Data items
★ ★ ★ ★ ★

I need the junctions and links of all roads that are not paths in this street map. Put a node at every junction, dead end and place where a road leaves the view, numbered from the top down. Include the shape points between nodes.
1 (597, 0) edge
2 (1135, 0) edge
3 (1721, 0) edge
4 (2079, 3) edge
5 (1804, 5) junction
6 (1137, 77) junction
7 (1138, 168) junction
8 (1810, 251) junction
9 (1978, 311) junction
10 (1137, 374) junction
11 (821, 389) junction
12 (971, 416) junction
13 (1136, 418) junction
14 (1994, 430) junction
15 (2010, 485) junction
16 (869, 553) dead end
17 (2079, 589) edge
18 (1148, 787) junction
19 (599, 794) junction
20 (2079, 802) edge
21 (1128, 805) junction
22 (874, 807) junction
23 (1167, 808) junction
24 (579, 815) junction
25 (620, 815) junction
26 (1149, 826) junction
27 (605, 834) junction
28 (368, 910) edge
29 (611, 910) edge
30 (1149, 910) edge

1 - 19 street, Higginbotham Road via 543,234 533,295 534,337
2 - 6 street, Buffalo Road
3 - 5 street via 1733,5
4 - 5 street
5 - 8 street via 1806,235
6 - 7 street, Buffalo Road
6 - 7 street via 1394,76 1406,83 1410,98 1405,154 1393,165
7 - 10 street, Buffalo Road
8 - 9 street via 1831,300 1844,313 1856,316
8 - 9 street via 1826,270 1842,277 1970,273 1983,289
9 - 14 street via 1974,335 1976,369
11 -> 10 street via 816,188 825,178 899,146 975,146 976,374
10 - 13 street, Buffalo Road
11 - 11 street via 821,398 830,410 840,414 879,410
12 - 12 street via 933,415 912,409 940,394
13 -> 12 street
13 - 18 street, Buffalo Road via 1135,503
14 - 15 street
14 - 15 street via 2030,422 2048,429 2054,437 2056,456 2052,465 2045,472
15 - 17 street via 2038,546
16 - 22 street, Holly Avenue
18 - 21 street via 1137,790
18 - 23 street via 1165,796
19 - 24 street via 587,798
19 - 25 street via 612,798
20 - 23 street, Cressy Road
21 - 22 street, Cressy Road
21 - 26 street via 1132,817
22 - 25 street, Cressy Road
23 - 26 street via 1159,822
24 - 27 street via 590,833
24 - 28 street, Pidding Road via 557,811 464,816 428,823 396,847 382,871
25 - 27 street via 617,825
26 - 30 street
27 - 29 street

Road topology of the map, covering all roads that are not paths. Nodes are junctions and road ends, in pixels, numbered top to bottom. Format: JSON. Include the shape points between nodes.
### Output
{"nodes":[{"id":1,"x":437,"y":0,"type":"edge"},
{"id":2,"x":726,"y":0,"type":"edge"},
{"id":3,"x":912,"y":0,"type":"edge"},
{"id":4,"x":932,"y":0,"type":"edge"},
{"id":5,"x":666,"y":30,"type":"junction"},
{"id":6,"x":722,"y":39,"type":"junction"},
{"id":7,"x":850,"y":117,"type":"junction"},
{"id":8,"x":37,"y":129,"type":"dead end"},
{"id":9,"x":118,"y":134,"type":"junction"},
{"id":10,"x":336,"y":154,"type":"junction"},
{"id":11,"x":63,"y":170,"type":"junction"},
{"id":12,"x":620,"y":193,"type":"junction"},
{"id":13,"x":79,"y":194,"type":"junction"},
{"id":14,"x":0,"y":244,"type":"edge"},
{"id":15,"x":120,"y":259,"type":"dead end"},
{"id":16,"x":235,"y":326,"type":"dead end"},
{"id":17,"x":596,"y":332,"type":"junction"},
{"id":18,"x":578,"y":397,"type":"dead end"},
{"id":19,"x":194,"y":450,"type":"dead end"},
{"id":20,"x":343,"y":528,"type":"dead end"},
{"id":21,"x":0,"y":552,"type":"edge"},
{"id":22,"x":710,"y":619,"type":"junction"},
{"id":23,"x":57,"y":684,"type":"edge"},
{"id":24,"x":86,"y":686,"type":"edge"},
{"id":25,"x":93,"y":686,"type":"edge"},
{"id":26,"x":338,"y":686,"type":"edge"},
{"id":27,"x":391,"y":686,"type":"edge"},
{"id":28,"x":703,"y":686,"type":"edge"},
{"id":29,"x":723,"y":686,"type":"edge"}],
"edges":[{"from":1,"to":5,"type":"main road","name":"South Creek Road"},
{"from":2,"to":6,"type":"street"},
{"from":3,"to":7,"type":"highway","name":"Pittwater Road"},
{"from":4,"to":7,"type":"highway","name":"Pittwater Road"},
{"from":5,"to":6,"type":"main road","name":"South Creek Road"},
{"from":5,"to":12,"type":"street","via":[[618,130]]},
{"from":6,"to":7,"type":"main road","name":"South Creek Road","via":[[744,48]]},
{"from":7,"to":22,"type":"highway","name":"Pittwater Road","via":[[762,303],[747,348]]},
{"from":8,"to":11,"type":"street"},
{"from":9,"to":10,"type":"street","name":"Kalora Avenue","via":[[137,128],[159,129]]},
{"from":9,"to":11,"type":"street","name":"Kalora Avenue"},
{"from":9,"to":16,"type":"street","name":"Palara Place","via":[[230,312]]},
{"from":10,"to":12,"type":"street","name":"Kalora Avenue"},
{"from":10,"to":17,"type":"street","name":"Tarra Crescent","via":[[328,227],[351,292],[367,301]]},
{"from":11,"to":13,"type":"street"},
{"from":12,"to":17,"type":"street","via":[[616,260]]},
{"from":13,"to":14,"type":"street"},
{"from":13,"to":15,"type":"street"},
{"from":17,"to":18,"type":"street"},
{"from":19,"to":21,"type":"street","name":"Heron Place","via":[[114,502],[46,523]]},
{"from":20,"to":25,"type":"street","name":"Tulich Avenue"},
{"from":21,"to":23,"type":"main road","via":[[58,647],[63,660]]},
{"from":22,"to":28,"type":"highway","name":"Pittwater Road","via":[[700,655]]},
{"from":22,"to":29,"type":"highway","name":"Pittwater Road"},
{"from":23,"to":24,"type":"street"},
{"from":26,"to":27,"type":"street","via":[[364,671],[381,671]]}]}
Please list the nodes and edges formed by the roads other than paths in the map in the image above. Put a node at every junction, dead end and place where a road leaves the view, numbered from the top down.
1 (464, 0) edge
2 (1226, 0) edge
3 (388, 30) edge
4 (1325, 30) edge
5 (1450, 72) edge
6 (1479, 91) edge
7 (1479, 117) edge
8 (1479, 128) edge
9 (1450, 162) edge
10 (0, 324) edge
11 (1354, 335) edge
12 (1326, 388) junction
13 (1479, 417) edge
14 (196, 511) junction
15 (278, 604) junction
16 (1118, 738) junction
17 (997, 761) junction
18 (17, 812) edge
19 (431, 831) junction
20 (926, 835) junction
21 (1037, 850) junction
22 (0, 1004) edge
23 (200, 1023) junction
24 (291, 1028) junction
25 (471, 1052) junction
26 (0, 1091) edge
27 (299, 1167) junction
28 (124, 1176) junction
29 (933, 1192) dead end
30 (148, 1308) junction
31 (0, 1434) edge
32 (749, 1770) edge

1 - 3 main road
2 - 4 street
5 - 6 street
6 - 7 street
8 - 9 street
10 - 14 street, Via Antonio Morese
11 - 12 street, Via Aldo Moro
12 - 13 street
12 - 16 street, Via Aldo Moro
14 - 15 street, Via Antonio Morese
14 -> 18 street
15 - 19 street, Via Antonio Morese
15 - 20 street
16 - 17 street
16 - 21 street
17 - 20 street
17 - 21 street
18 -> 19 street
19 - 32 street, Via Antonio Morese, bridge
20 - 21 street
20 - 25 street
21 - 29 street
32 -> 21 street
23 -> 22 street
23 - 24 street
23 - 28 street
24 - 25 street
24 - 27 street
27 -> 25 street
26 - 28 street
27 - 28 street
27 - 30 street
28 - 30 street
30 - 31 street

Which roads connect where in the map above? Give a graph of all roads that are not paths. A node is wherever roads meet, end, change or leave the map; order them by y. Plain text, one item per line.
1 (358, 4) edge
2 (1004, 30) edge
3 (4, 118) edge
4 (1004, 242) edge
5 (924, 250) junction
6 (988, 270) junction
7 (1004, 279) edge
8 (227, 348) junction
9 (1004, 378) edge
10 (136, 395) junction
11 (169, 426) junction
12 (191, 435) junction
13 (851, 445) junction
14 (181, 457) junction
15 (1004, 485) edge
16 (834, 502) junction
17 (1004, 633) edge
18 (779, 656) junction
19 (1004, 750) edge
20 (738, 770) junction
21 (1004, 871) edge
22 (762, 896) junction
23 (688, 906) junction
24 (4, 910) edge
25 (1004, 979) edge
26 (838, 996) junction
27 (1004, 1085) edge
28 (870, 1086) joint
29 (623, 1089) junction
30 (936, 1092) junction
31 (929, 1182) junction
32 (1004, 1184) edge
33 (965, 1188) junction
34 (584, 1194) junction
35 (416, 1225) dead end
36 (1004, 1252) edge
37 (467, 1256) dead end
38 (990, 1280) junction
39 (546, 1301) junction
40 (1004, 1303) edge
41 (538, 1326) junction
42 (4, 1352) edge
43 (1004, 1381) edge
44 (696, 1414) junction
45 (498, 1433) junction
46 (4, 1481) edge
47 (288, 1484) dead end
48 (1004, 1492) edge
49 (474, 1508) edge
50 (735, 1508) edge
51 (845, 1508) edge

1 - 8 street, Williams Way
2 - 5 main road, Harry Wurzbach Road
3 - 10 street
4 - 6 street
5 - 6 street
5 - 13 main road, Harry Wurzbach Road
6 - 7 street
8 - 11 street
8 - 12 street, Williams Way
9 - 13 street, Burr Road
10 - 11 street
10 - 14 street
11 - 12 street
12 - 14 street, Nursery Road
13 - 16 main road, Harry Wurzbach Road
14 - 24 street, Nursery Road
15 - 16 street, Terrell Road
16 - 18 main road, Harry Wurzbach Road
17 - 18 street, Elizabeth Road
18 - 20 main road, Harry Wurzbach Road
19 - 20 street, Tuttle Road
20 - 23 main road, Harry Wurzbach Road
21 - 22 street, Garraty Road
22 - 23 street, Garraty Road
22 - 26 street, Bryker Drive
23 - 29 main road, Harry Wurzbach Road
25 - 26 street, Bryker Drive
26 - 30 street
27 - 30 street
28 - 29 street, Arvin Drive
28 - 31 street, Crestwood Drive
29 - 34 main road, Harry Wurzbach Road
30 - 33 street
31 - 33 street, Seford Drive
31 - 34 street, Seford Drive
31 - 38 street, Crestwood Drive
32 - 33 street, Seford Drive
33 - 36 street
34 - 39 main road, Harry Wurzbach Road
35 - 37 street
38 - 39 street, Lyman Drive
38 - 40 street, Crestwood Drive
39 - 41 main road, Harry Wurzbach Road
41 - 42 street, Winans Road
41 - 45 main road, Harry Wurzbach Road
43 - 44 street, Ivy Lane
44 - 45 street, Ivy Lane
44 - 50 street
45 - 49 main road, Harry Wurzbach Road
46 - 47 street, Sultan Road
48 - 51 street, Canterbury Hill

★ ★ ★ ★ ★

Give the number of lines above in which the word "Pittwater" occurs, with nothing else.

5